Problem requirements ->
Restate the records below word for word.

Records for this task ->
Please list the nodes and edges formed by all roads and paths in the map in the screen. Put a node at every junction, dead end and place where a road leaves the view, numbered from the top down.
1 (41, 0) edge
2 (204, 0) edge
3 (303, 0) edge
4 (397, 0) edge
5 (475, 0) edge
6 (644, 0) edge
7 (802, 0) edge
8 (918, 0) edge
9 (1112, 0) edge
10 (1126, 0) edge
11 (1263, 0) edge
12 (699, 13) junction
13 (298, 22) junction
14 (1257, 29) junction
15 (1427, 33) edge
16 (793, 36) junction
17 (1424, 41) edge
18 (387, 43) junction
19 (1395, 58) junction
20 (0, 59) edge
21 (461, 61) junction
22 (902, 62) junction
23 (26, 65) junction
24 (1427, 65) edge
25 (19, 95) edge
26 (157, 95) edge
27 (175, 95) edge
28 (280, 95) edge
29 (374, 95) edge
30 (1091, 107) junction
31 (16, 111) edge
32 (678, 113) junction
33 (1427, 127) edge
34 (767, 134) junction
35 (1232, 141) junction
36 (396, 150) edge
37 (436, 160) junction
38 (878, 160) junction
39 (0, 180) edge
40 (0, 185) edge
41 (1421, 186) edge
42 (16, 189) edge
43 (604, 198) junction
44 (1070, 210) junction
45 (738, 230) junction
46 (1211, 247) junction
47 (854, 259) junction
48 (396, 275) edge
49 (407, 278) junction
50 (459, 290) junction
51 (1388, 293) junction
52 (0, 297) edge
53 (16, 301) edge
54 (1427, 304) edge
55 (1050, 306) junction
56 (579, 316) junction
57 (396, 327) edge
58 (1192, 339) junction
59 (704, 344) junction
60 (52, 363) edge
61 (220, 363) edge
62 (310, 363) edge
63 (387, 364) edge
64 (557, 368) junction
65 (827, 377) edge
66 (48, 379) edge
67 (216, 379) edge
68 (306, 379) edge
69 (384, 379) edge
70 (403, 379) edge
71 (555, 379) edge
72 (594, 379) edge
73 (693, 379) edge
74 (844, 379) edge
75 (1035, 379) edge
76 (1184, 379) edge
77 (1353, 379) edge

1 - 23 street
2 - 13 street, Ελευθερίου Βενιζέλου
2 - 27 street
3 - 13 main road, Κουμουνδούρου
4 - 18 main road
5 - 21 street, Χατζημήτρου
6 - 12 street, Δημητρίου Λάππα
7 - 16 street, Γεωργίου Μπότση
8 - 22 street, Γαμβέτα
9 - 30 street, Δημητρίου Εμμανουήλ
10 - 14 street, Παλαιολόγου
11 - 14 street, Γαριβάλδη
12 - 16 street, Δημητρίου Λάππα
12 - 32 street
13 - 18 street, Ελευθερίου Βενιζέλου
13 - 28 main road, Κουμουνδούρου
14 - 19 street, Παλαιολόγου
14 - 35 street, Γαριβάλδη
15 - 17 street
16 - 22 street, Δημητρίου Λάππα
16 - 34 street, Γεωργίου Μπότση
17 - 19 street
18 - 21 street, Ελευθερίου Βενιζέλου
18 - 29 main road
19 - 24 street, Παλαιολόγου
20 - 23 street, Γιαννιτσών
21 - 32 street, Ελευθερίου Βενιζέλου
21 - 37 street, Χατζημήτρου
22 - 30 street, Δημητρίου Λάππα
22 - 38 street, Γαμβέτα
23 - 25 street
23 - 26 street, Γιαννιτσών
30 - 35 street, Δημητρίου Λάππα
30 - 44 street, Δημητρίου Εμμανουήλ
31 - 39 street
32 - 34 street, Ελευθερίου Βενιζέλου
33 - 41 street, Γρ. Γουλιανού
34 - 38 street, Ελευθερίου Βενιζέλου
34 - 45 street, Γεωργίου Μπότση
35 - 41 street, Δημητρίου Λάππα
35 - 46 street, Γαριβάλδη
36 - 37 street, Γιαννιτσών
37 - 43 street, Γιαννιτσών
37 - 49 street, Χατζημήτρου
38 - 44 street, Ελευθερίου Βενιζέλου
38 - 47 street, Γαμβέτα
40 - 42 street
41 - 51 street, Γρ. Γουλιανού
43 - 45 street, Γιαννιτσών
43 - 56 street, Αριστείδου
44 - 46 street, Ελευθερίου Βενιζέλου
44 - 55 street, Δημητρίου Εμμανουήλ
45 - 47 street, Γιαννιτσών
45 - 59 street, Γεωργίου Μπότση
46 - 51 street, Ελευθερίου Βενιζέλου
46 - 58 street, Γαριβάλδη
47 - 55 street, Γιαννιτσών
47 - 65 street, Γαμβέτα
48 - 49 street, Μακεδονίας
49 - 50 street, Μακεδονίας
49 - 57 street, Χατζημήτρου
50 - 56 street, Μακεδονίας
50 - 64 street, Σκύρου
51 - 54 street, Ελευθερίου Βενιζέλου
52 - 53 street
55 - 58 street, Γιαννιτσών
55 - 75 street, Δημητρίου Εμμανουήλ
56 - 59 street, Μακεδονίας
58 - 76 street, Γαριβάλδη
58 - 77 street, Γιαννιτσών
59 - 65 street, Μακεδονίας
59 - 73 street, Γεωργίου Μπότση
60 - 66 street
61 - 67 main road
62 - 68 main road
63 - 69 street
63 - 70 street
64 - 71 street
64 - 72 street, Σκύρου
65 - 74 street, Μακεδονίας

Task response ->
Please list the nodes and edges formed by all roads and paths in the map in the screen. Put a node at every junction, dead end and place where a road leaves the view, numbered from the top down.
1 (41, 0) edge
2 (204, 0) edge
3 (303, 0) edge
4 (397, 0) edge
5 (475, 0) edge
6 (644, 0) edge
7 (802, 0) edge
8 (918, 0) edge
9 (1112, 0) edge
10 (1126, 0) edge
11 (1263, 0) edge
12 (699, 13) junction
13 (298, 22) junction
14 (1257, 29) junction
15 (1427, 33) edge
16 (793, 36) junction
17 (1424, 41) edge
18 (387, 43) junction
19 (1395, 58) junction
20 (0, 59) edge
21 (461, 61) junction
22 (902, 62) junction
23 (26, 65) junction
24 (1427, 65) edge
25 (19, 95) edge
26 (157, 95) edge
27 (175, 95) edge
28 (280, 95) edge
29 (374, 95) edge
30 (1091, 107) junction
31 (16, 111) edge
32 (678, 113) junction
33 (1427, 127) edge
34 (767, 134) junction
35 (1232, 141) junction
36 (396, 150) edge
37 (436, 160) junction
38 (878, 160) junction
39 (0, 180) edge
40 (0, 185) edge
41 (1421, 186) edge
42 (16, 189) edge
43 (604, 198) junction
44 (1070, 210) junction
45 (738, 230) junction
46 (1211, 247) junction
47 (854, 259) junction
48 (396, 275) edge
49 (407, 278) junction
50 (459, 290) junction
51 (1388, 293) junction
52 (0, 297) edge
53 (16, 301) edge
54 (1427, 304) edge
55 (1050, 306) junction
56 (579, 316) junction
57 (396, 327) edge
58 (1192, 339) junction
59 (704, 344) junction
60 (52, 363) edge
61 (220, 363) edge
62 (310, 363) edge
63 (387, 364) edge
64 (557, 368) junction
65 (827, 377) edge
66 (48, 379) edge
67 (216, 379) edge
68 (306, 379) edge
69 (384, 379) edge
70 (403, 379) edge
71 (555, 379) edge
72 (594, 379) edge
73 (693, 379) edge
74 (844, 379) edge
75 (1035, 379) edge
76 (1184, 379) edge
77 (1353, 379) edge

1 - 23 street
2 - 13 street, Ελευθερίου Βενιζέλου
2 - 27 street
3 - 13 main road, Κουμουνδούρου
4 - 18 main road
5 - 21 street, Χατζημήτρου
6 - 12 street, Δημητρίου Λάππα
7 - 16 street, Γεωργίου Μπότση
8 - 22 street, Γαμβέτα
9 - 30 street, Δημητρίου Εμμανουήλ
10 - 14 street, Παλαιολόγου
11 - 14 street, Γαριβάλδη
12 - 16 street, Δημητρίου Λάππα
12 - 32 street
13 - 18 street, Ελευθερίου Βενιζέλου
13 - 28 main road, Κουμουνδούρου
14 - 19 street, Παλαιολόγου
14 - 35 street, Γαριβάλδη
15 - 17 street
16 - 22 street, Δημητρίου Λάππα
16 - 34 street, Γεωργίου Μπότση
17 - 19 street
18 - 21 street, Ελευθερίου Βενιζέλου
18 - 29 main road
19 - 24 street, Παλαιολόγου
20 - 23 street, Γιαννιτσών
21 - 32 street, Ελευθερίου Βενιζέλου
21 - 37 street, Χατζημήτρου
22 - 30 street, Δημητρίου Λάππα
22 - 38 street, Γαμβέτα
23 - 25 street
23 - 26 street, Γιαννιτσών
30 - 35 street, Δημητρίου Λάππα
30 - 44 street, Δημητρίου Εμμανουήλ
31 - 39 street
32 - 34 street, Ελευθερίου Βενιζέλου
33 - 41 street, Γρ. Γουλιανού
34 - 38 street, Ελευθερίου Βενιζέλου
34 - 45 street, Γεωργίου Μπότση
35 - 41 street, Δημητρίου Λάππα
35 - 46 street, Γαριβάλδη
36 - 37 street, Γιαννιτσών
37 - 43 street, Γιαννιτσών
37 - 49 street, Χατζημήτρου
38 - 44 street, Ελευθερίου Βενιζέλου
38 - 47 street, Γαμβέτα
40 - 42 street
41 - 51 street, Γρ. Γουλιανού
43 - 45 street, Γιαννιτσών
43 - 56 street, Αριστείδου
44 - 46 street, Ελευθερίου Βενιζέλου
44 - 55 street, Δημητρίου Εμμανουήλ
45 - 47 street, Γιαννιτσών
45 - 59 street, Γεωργίου Μπότση
46 - 51 street, Ελευθερίου Βενιζέλου
46 - 58 street, Γαριβάλδη
47 - 55 street, Γιαννιτσών
47 - 65 street, Γαμβέτα
48 - 49 street, Μακεδονίας
49 - 50 street, Μακεδονίας
49 - 57 street, Χατζημήτρου
50 - 56 street, Μακεδονίας
50 - 64 street, Σκύρου
51 - 54 street, Ελευθερίου Βενιζέλου
52 - 53 street
55 - 58 street, Γιαννιτσών
55 - 75 street, Δημητρίου Εμμανουήλ
56 - 59 street, Μακεδονίας
58 - 76 street, Γαριβάλδη
58 - 77 street, Γιαννιτσών
59 - 65 street, Μακεδονίας
59 - 73 street, Γεωργίου Μπότση
60 - 66 street
61 - 67 main road
62 - 68 main road
63 - 69 street
63 - 70 street
64 - 71 street
64 - 72 street, Σκύρου
65 - 74 street, Μακεδονίας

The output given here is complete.